SAN ANDREAS – Kathy Zancanella, the manager at the Calaveras County Airport, has been flying these hills in her small airplane since 1968.

She’s seen seasons spin from green to brown, the gradual fading of the black zones left by wildfires, old barns falling and homes arising. She knows the mood of the land, the level of the rivers and the data gathered by sensors at the airport.

The recent rains haven’t been enough to change her opinion of what she’s seeing from the windows of her 1946 Taylorcraft.

“It looks pretty dry,” Zancanella said.

Zancanella recently took an aerial tour of major Mother Lode reservoirs that provide water to farms and cities in our region.

Pardee Reservoir, on the Mokelumne River, appeared to be in the best shape.

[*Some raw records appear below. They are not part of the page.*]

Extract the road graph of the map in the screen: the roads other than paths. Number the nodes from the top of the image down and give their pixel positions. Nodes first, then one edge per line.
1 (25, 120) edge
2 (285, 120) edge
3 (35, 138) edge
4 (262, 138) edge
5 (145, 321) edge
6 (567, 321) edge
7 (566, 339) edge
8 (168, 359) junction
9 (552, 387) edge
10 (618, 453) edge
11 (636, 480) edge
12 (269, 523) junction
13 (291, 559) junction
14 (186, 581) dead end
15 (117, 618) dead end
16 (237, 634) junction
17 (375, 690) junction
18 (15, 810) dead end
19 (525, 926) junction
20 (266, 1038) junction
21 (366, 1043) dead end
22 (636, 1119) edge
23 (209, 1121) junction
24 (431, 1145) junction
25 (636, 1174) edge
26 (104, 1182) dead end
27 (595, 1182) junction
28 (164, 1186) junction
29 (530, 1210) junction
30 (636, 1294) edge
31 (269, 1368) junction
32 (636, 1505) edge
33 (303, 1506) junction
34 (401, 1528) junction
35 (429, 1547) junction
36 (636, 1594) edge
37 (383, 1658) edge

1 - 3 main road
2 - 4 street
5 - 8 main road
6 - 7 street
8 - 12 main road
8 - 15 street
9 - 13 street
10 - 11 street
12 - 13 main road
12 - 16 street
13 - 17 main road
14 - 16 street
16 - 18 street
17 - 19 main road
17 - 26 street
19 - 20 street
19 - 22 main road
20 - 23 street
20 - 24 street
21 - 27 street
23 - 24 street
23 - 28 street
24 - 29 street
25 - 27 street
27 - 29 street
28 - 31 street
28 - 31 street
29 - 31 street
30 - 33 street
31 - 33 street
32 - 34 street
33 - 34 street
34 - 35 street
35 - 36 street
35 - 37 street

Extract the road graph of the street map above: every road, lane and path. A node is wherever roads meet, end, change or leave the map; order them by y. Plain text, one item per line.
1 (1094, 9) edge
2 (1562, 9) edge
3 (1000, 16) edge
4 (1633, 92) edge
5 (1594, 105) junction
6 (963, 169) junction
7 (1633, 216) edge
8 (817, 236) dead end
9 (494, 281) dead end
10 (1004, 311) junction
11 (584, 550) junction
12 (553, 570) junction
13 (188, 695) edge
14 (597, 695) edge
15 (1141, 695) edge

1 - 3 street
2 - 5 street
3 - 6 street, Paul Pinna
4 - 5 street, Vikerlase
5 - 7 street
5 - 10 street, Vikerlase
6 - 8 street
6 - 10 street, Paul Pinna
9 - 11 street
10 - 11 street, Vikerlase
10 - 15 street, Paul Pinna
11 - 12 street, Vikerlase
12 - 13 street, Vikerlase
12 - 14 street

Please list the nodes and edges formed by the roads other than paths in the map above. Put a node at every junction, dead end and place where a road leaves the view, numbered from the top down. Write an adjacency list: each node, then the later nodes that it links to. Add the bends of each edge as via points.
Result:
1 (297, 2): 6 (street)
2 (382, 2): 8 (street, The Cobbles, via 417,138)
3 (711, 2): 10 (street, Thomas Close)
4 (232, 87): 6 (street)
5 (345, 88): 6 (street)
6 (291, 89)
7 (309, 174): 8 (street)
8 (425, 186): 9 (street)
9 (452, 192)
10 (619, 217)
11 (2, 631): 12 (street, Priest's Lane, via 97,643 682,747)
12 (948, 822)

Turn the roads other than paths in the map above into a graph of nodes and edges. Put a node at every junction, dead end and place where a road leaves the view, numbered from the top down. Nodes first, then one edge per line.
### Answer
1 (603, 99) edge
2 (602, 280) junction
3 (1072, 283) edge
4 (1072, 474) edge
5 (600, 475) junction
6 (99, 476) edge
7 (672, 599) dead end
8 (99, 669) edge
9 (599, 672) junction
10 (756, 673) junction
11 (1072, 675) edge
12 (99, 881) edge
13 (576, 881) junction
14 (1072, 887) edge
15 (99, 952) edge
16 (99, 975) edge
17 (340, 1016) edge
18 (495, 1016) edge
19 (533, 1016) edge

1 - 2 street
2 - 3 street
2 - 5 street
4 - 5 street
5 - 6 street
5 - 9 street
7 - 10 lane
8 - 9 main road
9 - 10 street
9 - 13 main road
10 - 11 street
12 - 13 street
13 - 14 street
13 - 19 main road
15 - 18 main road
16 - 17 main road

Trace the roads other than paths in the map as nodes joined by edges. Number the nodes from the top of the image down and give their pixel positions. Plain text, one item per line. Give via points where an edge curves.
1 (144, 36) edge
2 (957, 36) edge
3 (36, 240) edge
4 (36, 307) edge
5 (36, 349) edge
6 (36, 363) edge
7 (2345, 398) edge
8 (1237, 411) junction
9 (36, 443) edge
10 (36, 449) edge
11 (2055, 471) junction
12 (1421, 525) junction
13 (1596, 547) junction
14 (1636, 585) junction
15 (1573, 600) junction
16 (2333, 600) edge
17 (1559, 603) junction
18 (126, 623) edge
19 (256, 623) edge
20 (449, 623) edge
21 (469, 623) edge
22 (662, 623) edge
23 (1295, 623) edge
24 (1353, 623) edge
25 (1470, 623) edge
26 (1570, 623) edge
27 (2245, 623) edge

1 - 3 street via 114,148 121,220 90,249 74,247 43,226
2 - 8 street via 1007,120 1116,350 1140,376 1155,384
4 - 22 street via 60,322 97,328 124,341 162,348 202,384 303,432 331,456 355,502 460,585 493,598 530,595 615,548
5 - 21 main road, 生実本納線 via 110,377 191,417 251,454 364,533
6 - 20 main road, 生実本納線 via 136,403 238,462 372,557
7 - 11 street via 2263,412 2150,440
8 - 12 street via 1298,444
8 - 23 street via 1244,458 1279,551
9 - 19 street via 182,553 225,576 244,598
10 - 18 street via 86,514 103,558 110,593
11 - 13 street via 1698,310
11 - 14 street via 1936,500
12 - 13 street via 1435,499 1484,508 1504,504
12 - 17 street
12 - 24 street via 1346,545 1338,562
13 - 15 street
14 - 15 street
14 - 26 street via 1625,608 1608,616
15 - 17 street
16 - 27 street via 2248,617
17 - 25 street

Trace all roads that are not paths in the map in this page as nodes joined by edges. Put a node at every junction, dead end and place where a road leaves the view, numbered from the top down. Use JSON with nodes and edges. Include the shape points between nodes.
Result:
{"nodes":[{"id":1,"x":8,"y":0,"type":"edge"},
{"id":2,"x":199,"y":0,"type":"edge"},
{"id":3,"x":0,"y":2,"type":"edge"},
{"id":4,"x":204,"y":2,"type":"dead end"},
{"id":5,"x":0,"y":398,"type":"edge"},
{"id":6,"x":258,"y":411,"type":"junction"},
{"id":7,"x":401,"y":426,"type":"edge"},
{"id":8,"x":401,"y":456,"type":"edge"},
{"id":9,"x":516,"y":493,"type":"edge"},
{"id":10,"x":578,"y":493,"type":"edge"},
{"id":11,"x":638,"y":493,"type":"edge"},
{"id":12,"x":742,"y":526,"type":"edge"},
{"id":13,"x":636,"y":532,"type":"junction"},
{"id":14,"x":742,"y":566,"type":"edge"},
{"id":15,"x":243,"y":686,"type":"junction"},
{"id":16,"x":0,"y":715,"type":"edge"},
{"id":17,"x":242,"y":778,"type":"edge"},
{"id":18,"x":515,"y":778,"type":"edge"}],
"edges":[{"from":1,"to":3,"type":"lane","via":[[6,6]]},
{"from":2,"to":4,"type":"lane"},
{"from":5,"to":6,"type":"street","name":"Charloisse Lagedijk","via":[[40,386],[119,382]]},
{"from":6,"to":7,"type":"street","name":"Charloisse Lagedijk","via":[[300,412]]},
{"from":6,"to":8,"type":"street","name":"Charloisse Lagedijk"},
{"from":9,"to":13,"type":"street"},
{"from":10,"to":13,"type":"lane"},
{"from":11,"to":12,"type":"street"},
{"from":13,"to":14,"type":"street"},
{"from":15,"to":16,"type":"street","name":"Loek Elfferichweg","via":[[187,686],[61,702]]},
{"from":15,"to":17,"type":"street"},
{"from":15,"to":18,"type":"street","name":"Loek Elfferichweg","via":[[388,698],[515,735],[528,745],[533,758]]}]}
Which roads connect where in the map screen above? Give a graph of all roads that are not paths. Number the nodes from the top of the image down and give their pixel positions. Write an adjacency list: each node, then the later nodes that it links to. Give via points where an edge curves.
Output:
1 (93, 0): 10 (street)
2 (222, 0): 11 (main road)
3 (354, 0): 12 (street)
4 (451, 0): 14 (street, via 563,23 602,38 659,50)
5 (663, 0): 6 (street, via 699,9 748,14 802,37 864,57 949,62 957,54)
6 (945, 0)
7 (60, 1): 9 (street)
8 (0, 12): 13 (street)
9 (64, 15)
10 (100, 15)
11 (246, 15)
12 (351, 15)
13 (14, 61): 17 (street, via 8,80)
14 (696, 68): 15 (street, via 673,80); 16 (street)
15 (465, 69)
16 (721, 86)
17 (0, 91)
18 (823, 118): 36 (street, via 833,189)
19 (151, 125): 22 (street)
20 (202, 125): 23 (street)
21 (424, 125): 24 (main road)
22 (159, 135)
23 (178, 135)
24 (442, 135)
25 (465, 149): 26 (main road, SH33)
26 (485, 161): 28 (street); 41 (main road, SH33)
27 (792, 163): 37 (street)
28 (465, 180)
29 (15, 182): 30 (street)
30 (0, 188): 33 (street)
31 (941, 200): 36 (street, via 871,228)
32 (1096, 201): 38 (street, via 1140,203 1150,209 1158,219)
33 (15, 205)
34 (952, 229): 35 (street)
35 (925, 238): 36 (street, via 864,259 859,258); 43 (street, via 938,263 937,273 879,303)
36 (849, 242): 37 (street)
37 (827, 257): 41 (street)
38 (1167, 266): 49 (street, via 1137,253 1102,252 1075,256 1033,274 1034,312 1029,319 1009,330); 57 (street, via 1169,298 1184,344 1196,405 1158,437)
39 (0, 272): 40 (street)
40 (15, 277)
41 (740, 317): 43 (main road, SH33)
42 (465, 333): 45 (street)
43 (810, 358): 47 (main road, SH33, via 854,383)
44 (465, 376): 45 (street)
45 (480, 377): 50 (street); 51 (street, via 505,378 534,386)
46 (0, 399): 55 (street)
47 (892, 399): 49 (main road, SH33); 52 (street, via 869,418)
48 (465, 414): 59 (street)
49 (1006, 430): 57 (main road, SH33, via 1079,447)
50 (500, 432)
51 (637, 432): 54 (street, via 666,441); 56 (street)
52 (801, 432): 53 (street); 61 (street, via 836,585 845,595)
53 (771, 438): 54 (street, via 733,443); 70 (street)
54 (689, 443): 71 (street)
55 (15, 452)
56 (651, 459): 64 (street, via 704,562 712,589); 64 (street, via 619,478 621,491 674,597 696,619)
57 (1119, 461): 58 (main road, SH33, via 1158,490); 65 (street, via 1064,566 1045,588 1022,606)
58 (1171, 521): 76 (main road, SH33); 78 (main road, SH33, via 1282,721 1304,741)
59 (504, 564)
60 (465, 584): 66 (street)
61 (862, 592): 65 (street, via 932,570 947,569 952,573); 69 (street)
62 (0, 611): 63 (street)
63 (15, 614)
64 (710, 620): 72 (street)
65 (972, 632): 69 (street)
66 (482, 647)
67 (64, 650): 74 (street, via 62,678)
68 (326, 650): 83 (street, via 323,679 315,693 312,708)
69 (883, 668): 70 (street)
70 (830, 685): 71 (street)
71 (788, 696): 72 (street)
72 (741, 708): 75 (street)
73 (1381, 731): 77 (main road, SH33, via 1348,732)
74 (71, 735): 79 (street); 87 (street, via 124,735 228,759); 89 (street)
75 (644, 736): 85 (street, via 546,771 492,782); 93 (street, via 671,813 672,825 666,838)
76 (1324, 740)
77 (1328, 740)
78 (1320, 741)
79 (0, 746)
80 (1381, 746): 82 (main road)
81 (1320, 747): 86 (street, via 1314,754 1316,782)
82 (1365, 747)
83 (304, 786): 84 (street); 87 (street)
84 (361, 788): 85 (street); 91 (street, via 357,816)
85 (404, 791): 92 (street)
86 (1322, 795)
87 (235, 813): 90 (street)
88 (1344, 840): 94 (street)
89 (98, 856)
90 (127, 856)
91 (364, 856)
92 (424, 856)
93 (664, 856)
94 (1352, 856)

But Zancanella said because of how it’s managed, she’s rarely seen it drawn down much over the years.

In contrast, the much larger Camanche Reservoir just downstream is showing miles of shoreline.

And New Hogan Reservoir, the main surface water source for Stockton, looks the worst, with part of the original, smaller Hogan Dam emerging from the water because of the low level.

New Melones, the largest reservoir in the region, has steeper sides and a dramatic bathtub ring even though it hasn’t yet sunk to as small a percentage of its capacity as Hogan.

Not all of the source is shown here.